-- WHAT IS BEING ASKED --
Calculate how many lines in the following records hold the word "Forest", and report that number without comment.

Stored data:

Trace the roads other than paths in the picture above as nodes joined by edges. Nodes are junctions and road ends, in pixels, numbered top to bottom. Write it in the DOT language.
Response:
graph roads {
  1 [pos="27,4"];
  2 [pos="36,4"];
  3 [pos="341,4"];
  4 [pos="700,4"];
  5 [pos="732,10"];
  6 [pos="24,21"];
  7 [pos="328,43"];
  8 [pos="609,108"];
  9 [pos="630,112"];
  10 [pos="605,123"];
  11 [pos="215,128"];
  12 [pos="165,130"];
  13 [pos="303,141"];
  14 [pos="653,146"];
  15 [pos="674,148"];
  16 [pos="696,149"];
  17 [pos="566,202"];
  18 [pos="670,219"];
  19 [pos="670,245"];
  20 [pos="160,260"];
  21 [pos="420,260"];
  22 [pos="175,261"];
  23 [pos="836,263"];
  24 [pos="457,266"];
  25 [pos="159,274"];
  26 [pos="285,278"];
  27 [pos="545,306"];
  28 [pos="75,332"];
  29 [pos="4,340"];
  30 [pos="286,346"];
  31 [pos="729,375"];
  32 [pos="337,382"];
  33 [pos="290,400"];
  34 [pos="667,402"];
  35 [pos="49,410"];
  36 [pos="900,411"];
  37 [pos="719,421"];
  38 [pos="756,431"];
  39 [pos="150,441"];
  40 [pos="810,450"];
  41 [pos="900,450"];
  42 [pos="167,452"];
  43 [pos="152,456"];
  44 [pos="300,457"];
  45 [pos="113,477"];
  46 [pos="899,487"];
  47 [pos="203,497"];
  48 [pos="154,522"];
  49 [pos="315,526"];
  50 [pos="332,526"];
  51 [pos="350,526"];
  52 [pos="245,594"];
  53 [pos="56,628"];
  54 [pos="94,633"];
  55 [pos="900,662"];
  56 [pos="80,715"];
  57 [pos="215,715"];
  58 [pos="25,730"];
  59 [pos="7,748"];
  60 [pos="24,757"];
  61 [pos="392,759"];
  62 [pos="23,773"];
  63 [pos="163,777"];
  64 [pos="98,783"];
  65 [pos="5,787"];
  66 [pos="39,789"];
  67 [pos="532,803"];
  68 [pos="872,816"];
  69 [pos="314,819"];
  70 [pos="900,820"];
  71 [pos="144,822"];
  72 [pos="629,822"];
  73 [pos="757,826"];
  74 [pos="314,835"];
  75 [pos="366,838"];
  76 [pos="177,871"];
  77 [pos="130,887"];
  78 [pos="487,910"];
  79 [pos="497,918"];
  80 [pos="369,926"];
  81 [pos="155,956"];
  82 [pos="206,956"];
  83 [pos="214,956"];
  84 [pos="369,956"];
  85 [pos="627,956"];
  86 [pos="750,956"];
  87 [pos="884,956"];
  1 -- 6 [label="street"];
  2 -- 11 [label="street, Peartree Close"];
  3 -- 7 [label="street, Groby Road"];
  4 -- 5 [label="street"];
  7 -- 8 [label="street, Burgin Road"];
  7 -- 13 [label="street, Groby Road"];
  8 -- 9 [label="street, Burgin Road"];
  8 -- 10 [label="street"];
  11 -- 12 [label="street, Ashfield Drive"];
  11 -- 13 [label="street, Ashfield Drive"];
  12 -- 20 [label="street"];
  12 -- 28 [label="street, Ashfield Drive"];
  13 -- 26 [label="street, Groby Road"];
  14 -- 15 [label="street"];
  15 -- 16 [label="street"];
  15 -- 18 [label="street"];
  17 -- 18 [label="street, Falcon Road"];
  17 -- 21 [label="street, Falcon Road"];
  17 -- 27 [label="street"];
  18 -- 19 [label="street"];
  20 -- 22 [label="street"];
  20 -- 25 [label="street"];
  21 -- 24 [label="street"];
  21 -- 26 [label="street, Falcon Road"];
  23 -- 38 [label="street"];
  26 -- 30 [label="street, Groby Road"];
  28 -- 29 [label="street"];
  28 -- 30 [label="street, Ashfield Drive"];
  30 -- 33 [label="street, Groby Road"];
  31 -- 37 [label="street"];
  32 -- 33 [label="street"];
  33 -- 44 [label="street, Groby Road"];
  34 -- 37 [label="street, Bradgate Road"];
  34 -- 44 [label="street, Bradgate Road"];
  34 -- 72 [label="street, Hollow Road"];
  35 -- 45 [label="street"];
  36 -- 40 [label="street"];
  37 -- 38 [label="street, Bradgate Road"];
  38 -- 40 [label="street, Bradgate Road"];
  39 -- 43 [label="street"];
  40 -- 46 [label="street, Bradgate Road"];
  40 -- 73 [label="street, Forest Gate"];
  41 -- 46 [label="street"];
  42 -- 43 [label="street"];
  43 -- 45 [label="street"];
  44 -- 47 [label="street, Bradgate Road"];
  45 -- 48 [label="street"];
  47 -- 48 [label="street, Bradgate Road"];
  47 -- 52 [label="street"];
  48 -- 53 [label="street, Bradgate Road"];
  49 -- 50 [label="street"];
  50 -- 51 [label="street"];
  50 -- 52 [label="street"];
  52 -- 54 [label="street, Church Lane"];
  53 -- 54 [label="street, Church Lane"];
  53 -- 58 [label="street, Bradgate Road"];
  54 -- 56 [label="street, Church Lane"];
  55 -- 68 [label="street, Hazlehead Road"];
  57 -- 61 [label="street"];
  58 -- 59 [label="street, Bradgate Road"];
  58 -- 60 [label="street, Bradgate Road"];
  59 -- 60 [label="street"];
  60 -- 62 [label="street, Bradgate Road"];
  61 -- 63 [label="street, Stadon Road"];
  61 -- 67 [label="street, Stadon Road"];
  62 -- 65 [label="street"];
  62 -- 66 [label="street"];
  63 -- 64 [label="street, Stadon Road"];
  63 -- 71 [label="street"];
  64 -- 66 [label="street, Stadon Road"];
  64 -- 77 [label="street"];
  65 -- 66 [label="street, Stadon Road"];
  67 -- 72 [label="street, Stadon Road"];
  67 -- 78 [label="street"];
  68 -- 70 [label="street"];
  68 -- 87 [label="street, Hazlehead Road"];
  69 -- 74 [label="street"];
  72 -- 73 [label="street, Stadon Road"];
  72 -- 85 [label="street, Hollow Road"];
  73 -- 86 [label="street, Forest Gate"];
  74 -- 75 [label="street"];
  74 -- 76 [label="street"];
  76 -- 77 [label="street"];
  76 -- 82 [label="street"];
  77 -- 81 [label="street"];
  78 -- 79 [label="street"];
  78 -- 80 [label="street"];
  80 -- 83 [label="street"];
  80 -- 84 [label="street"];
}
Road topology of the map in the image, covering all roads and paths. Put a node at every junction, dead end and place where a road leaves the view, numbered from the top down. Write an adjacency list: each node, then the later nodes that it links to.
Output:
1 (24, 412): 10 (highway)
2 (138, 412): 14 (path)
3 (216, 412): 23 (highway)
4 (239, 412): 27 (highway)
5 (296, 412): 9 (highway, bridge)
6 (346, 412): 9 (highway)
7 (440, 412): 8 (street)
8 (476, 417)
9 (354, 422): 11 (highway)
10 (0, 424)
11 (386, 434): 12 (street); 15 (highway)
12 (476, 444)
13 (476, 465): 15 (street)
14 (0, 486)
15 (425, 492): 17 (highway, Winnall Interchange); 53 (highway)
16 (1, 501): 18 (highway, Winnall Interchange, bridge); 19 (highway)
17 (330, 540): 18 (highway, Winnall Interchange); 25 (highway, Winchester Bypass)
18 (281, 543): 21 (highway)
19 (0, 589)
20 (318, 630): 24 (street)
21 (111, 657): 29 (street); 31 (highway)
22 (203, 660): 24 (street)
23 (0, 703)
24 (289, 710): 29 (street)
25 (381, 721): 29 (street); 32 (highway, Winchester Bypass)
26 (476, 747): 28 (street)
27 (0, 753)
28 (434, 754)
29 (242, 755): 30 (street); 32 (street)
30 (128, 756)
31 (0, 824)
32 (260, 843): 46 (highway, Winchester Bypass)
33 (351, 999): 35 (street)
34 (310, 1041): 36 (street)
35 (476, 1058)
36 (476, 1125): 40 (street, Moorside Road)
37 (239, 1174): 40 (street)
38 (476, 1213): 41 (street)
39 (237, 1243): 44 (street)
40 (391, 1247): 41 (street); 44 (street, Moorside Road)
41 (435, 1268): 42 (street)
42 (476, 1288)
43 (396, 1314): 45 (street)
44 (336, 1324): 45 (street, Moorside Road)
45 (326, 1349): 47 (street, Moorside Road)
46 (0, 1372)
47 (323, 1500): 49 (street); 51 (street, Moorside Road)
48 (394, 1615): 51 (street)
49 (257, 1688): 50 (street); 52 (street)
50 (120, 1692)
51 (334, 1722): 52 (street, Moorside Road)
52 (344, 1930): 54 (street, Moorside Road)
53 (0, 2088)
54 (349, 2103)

-- SOLUTION TO THE PROBLEM --
2